Cabe preguntarse, delante de un café, un helado o algún otro postre, qué es eso de “moka” o “moca”. Si puede parecer una pregunta tonta o demasiado inocente, también cabe preguntarse si existe algo así como las preguntas inocentes…
De hecho, Moqa/Moka/Moca es un pueblo cualquiera, una ciudadeja de segunda en ese estado de la península de Arabia llamado Yemen. Y, sin embargo, no es cualquier pueblo yemení: situado en la costa, casi en el estrecho de Bab el-Mandeb (“la puerta de las lamentaciones”), donde se besan el mar Rojo y el océano Índico, se encuentra, por tanto, cerca de Etiopía (productor de café) y a unos pocos kilómetros de la región cafetalera de Yemen. Así fue como, bajo el imperio otomano, Moqa fue un importante puerto de salida para el café árabe y donde barcos con mercancías de todo tipo entraban, salían y, por decreto, paraban a pagar sus impuestos al califato. Entre los siglos XVI y XVIII, este hoy pueblucho árabe era el más vital puerto cafetalero del mundo y el principal, en términos generales, de los países de mayoría árabe. Así se convirtió “moka” en sinónimo de café árabe y de café, a secas, y así podría haber seguido siendo hasta este seis de octubre del año dos mil once. Pero no fue así.
Lo cierto es que el mercado es un monstruo y no lo es porque tenga un aspecto monstruoso, sino porque no tiene melindres a la hora de comerse a quien sea, incluidos –cual Cronos de papel-moneda– sus propios hijos. Se unieron hechos como el que los exploradores europeos llevaran cepas de café moka a sus respectivos soberanos (luego serían plantadas con éxito en Haití, Cuba… ) o que el propio sultán otomano considerara importante fortalecer otros puertos, de modo que el dinero sobrevivió, el café sobrevivió, pero el éxito de Moqa fue devorado.
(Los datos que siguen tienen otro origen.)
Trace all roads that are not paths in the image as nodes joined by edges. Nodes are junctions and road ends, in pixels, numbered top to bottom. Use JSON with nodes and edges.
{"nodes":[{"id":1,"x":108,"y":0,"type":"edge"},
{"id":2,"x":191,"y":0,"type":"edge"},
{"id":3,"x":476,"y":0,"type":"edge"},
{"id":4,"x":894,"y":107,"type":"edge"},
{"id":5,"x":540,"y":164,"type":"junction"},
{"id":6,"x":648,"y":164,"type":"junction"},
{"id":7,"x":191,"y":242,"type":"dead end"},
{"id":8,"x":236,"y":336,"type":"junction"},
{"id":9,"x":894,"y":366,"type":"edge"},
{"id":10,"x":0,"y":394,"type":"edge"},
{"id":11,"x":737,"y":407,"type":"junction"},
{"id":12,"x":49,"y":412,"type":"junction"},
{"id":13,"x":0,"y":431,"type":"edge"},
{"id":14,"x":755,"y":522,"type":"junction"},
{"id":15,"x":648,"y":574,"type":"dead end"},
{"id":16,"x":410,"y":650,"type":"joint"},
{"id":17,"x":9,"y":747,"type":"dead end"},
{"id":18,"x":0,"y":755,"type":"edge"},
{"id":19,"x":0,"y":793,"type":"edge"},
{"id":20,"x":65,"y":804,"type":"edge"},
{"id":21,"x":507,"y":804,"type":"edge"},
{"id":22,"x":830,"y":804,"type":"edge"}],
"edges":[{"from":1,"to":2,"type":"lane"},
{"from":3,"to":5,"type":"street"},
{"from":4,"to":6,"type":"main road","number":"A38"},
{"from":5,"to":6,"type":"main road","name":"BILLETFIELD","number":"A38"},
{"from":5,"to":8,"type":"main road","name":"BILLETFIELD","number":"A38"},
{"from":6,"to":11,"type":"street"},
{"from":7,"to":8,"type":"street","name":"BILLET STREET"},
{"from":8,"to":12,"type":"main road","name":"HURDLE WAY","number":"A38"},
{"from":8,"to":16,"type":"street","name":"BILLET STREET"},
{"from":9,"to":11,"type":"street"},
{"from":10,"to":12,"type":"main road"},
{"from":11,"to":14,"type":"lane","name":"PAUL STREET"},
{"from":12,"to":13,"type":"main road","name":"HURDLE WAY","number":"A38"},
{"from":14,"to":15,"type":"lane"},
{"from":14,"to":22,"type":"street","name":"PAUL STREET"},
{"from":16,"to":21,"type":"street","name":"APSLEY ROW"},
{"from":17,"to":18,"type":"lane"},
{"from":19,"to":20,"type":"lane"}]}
Y la ciudad, claro, regurgitada sin relumbre y con extra de fluidos del declive.
No es la primera vez ni la última que algo así ocurre. El mercado da sentido a la ciudad tal como la entendemos, con sus relaciones humanas basadas en la distancia y la desconfianza mutua, con sus distancias físicas gargantuescas para la zancada humana y sus presuposiciones en cuanto a la normalidad/necesidad de medios de transporte que permitan recorrer (¡y rápido!) esas distancias, así como las que hay entre unas y otras ciudades y en cuanto a que el alma de la ciudad sean las vías de transporte (lo que se recorre, se atraviesa) y no los asentamientos (donde se penetra: las viviendas, los parques, las plazas o cualquier centro social/comunitario)… el mercado, decíamos, le da sentido, y el mercado se lo quita.
Aquí también conocemos eso. Hace treinta años, la industria era el sector axial de la economía en países como España, Francia, Bélgica o los EEUU, además de la envidia de los eufemísticamente llamados subdesarrollados (los empobrecidos). De aquel pescado, queda la raspa. Mucha gente quiso defender su puesto de trabajo cuando le vio las orejas al lobo, pero, pese a la dignidad y combatividad de tantos obreros de astilleros, forjas (¿alguien dijo “Reinosa”?) y minas, de tantos estibadores y torneros, el dios Mercado había sentenciado reconversión y las instituciones dijeron “amén”. Y ahí están las raspas, en Bilbao, en el valle del Deba, en Móstoles, Reinosa, Fourmies o Lieja. En Utica (New York, EEUU) algún chistoso hizo negocio de la espantada postindustrial con pegatinas que decían “Last one out of Utica, please turn out the lights” (“El último en salir de Utica, que por favor apague la luz”). En Bélgica, la decadencia fue más allá y debilitó a los nacionalistas valones, del sur (hasta entonces, más industrializado y próspero), frente a los flamencos, del norte, que eran mayoría demográfica, iban explotando cada vez mejor sus recursos e iban superando los complejos de inferioridad con respecto a su lengua y al supuesto poderío francófono.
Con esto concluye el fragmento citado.